Guide d'ivresse et enregistrement dans le casier judiciaire

Conduire en état d’ébriété, tout en causant des problèmes et des dangers pour les personnes, implique également la libération de sanctions et de conséquences pénales.

Conduire ivre, c’est un instant, faisons face à tout, l’important est de savoir reconnaître ce moment avant qu’il ne puisse causer des problèmes aux autres et à nous-mêmes.

La conduite en état d’ivresse peut être la cause du chagrin et de la souffrance même pour les personnes qui se retrouvent involontairement sur notre chemin.

Et pourtant, en revenant à notre première déclaration, si nous mangeons au restaurant ou célébrons une occasion spéciale, nous pouvons prendre un verre de très bon vin ou le « crochet » classique avant de quitter votre congés par des amis et des parents.

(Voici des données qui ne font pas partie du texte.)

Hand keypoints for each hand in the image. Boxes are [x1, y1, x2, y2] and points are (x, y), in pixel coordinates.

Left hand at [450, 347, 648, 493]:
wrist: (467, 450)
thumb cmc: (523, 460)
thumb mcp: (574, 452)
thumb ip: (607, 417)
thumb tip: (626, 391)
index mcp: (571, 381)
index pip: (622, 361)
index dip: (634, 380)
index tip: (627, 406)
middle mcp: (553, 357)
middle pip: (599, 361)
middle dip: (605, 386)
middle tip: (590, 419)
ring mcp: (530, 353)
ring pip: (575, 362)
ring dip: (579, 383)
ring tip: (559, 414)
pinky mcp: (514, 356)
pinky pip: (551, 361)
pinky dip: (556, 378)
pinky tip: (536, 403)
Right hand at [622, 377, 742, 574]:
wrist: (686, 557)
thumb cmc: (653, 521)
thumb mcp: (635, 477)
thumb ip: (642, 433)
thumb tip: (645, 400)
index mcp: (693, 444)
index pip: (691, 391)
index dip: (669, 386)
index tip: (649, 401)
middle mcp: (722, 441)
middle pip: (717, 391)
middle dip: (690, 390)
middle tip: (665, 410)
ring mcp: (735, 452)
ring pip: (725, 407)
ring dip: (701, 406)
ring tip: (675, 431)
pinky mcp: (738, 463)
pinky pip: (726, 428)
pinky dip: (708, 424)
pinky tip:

Rien de mal n’est clair, sauf si, après cela, vous devez conduire. Dans ce cas, il est bon de savoir que les sanctions et les conséquences pénales sont en danger, même d’une certaine gravité.

Guide de consommation d’alcool et enregistrement dans les dossiers judiciaires : taux d’alcool et sanctions administratives.

La conduite en état d’ivresse est la cause des sanctions administratives et pénales imposées en fonction de l’ « alcoolisme sanguin » présent dans le sang au moment du contrôle.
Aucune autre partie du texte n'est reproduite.